··· INPUT RECORDS

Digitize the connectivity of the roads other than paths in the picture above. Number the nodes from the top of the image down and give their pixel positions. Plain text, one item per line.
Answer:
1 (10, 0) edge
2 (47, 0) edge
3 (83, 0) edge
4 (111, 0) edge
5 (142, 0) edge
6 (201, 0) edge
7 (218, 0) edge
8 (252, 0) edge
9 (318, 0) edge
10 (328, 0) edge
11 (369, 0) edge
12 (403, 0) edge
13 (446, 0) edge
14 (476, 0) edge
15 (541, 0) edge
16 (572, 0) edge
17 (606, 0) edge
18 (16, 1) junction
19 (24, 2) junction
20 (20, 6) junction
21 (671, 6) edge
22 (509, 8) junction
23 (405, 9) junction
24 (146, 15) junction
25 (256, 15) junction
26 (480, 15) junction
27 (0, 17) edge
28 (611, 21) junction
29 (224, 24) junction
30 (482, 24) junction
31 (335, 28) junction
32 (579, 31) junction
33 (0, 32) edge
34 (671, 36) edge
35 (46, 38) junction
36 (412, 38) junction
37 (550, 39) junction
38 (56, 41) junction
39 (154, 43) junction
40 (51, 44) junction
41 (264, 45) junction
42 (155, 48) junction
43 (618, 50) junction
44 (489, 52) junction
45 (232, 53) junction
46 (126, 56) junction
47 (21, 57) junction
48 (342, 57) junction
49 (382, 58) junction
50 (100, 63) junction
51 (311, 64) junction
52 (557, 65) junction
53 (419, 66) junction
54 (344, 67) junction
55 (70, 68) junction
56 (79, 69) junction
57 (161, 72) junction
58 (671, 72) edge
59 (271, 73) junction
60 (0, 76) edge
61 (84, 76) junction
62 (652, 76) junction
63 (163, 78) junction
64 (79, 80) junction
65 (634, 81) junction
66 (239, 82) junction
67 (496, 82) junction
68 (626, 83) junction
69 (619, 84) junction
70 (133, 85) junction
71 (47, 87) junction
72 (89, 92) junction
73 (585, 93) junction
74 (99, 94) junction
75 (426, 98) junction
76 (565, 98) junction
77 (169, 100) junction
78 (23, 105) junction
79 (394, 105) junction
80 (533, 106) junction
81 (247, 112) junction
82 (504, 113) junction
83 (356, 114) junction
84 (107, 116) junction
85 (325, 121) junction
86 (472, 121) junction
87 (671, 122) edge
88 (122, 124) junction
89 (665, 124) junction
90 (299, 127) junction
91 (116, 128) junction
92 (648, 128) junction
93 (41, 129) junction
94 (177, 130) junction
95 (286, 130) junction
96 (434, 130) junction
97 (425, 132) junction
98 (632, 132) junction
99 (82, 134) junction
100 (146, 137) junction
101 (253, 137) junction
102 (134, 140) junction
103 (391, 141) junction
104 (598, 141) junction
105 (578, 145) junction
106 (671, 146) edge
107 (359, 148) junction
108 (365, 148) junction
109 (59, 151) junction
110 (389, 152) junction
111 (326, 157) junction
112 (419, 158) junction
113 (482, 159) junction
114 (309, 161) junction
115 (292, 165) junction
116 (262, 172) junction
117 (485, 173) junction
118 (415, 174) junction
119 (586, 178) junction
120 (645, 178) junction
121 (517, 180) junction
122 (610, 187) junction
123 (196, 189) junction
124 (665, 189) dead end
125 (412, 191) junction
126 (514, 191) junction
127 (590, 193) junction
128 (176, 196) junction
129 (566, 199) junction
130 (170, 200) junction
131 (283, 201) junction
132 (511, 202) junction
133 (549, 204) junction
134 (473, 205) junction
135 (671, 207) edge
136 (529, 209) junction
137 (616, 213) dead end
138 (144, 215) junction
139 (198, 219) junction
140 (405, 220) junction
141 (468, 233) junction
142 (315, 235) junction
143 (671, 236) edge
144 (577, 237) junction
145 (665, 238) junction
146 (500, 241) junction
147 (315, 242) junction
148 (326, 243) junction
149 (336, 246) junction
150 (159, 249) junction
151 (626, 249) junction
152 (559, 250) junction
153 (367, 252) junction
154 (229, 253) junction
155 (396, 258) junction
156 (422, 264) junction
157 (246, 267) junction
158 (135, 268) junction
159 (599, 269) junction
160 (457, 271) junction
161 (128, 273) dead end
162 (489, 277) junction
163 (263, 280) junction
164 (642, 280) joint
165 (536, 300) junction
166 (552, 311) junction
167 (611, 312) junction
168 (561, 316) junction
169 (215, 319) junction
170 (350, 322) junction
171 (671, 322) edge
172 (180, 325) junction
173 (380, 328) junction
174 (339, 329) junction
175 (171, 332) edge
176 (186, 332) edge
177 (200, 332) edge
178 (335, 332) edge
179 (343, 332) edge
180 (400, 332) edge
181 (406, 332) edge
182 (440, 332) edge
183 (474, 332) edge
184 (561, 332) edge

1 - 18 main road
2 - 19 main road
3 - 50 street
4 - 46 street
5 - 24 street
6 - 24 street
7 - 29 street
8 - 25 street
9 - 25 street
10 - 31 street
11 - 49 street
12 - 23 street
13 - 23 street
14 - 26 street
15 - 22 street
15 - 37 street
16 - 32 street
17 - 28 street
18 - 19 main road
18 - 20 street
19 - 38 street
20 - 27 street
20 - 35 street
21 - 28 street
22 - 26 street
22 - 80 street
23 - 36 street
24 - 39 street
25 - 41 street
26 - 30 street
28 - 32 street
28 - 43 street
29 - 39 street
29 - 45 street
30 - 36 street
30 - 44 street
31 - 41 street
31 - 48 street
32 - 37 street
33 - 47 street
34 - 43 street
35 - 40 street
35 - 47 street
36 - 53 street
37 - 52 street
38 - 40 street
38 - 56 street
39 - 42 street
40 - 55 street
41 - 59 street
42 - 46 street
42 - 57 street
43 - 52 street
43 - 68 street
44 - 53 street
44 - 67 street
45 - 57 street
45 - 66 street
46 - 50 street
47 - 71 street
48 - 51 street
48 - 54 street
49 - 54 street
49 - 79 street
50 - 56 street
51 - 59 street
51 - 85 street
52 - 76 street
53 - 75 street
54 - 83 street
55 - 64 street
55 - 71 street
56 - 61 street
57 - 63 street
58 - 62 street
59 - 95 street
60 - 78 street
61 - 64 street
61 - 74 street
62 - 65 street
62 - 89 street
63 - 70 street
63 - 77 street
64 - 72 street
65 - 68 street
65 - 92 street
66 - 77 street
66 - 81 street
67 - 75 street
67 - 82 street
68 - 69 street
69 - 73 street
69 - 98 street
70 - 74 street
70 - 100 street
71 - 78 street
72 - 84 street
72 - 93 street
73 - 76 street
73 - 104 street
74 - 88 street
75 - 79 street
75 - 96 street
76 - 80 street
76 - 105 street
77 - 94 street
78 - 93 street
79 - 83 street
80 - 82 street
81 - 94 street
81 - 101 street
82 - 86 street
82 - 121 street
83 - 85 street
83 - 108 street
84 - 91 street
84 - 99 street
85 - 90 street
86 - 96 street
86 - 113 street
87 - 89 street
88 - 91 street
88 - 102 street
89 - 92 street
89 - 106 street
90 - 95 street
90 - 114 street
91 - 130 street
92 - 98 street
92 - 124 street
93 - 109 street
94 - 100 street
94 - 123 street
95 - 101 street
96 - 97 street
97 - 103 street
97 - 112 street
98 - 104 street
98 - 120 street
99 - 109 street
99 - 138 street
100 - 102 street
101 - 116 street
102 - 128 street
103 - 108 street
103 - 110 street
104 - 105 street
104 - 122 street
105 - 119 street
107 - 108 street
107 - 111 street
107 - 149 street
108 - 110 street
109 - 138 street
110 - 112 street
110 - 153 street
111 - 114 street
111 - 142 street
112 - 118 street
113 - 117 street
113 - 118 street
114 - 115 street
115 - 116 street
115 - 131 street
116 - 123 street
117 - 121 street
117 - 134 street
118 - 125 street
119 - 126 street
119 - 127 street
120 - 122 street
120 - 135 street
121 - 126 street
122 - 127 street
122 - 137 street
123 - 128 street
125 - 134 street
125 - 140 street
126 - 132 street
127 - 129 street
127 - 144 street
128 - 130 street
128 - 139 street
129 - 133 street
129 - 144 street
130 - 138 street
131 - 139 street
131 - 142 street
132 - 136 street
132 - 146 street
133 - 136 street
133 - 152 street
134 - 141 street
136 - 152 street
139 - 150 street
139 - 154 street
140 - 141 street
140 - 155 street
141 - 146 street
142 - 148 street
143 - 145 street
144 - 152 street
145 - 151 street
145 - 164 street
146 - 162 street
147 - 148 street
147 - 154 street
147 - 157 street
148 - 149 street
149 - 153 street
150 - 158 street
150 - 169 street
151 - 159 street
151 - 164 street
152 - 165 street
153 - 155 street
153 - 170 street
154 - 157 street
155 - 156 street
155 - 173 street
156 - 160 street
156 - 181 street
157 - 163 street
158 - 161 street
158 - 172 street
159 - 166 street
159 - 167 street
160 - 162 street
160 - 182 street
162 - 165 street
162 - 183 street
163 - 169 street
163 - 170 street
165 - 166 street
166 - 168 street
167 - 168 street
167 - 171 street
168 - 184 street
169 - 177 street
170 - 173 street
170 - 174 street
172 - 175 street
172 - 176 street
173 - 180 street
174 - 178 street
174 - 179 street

······

WHAT IS REQUIRED:
Provide the count of lines in the data above containing "dead", and nothing further.

RESPONSE TO THIS TASK:
3